Synthèse claire de la dépendance/indépendance linéaires, des bases et de la dimension des espaces vectoriels, avec définitions, théorèmes et corollaires clés.

Dépendance et indépendance linéaires, base et dimension

Prérequis

Dépendance linéaire et indépendance linéaire

Pour un espace vectoriel $\mathbb{V}$ et un sous-espace $\mathbb{W}$, supposons que l’on veuille trouver le plus petit sous-ensemble fini $S$ qui engendre $\mathbb{W}$.

Étant donné $S = \{\mathbf{u}_1, \mathbf{u}_2, \mathbf{u}_3, \mathbf{u}_4 \}$ avec $\mathrm{span}(S) = \mathbb{W}$, comment déterminer s’il n’existe pas de sous-ensemble strict de $S$ qui engendre encore $\mathbb{W}$ ? Cela revient à décider si un vecteur extrait de $S$ peut s’écrire comme combinaison linéaire des autres. Par exemple, une condition nécessaire et suffisante pour exprimer $\mathbf{u}_4$ comme combinaison linéaire des trois autres est l’existence de scalaires $a_1, a_2, a_3$ satisfaisant

\[\mathbf{u}_4 = a_1\mathbf{u}_1 + a_2\mathbf{u}_2 + a_3\mathbf{u}_3\]
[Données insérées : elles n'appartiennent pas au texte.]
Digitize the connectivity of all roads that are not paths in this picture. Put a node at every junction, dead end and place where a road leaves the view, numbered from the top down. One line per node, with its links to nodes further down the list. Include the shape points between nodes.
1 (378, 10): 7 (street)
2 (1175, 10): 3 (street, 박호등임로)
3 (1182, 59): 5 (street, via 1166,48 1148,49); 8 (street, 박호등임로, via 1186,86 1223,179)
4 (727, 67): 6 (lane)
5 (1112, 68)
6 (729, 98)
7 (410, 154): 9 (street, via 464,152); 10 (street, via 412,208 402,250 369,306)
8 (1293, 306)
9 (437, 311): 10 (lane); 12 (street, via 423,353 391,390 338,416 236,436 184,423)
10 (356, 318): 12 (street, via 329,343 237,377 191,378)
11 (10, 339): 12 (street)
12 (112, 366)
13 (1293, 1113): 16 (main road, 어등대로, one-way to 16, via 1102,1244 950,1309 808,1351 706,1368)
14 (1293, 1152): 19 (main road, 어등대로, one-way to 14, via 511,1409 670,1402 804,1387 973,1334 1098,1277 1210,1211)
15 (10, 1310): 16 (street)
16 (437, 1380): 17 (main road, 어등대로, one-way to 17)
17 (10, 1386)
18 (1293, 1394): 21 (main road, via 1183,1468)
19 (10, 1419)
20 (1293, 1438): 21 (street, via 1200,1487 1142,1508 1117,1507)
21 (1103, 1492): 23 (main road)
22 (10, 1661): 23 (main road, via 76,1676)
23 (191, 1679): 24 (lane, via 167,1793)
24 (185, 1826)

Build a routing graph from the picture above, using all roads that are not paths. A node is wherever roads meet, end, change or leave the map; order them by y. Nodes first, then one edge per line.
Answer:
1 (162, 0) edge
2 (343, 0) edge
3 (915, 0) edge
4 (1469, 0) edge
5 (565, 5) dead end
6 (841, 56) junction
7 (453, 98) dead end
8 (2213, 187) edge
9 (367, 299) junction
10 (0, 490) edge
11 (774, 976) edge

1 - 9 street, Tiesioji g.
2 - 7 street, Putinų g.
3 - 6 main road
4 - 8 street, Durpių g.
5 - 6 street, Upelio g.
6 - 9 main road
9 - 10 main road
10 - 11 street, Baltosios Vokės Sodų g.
Or, il est fastidieux de monter à chaque fois un système linéaire pour chacun des quatre vecteurs $\mathbf{u}_1, \mathbf{u}_2, \mathbf{u}_3, \mathbf{u}_4$. Modifions légèrement l’approche:

\[a_1\mathbf{u}_1 + a_2\mathbf{u}_2 + a_3\mathbf{u}_3 + a_4\mathbf{u}_4 = \mathbf{0}\]

Si l’un des vecteurs de $S$ est combinaison linéaire des autres, alors il existe une écriture du vecteur nul comme combinaison linéaire des éléments de $S$ où au moins un des coefficients $a_1, a_2, a_3, a_4$ est non nul. La réciproque est vraie: s’il existe une écriture de $\mathbf{0}$ comme combinaison linéaire des vecteurs de $S$ avec au moins un coefficient non nul, alors l’un des vecteurs de $S$ est combinaison linéaire des autres.

Généralisons et définissons ainsi la dépendance linéaire et l’indépendance linéaire.

Définition
Pour un sous-ensemble $S$ d’un espace vectoriel $\mathbb{V}$, s’il existe un nombre fini de vecteurs deux à deux distincts $\mathbf{u}_1, \mathbf{u}_2, \dots, \mathbf{u}_n \in S$ et des scalaires $a_1, a_2, \dots, a_n$, pas tous nuls, tels que $a_1\mathbf{u}_1 + a_2\mathbf{u}_2 + \cdots + a_n\mathbf{u}_n = \mathbf{0}$, alors l’ensemble $S$ (et ces vecteurs) est dit linéairement dépendant (linearly dependent). Dans le cas contraire, il est dit linéairement indépendant (linearly independent).

Pour des vecteurs arbitraires $\mathbf{u}_1, \mathbf{u}_2, \dots, \mathbf{u}_n$, on a $a_1\mathbf{u}_1 + a_2\mathbf{u}_2 + \cdots + a_n\mathbf{u}_n = \mathbf{0}$ lorsque $a_1 = a_2 = \cdots = a_n = 0$; c’est la représentation triviale du vecteur nul (trivial representation of $\mathbf{0}$).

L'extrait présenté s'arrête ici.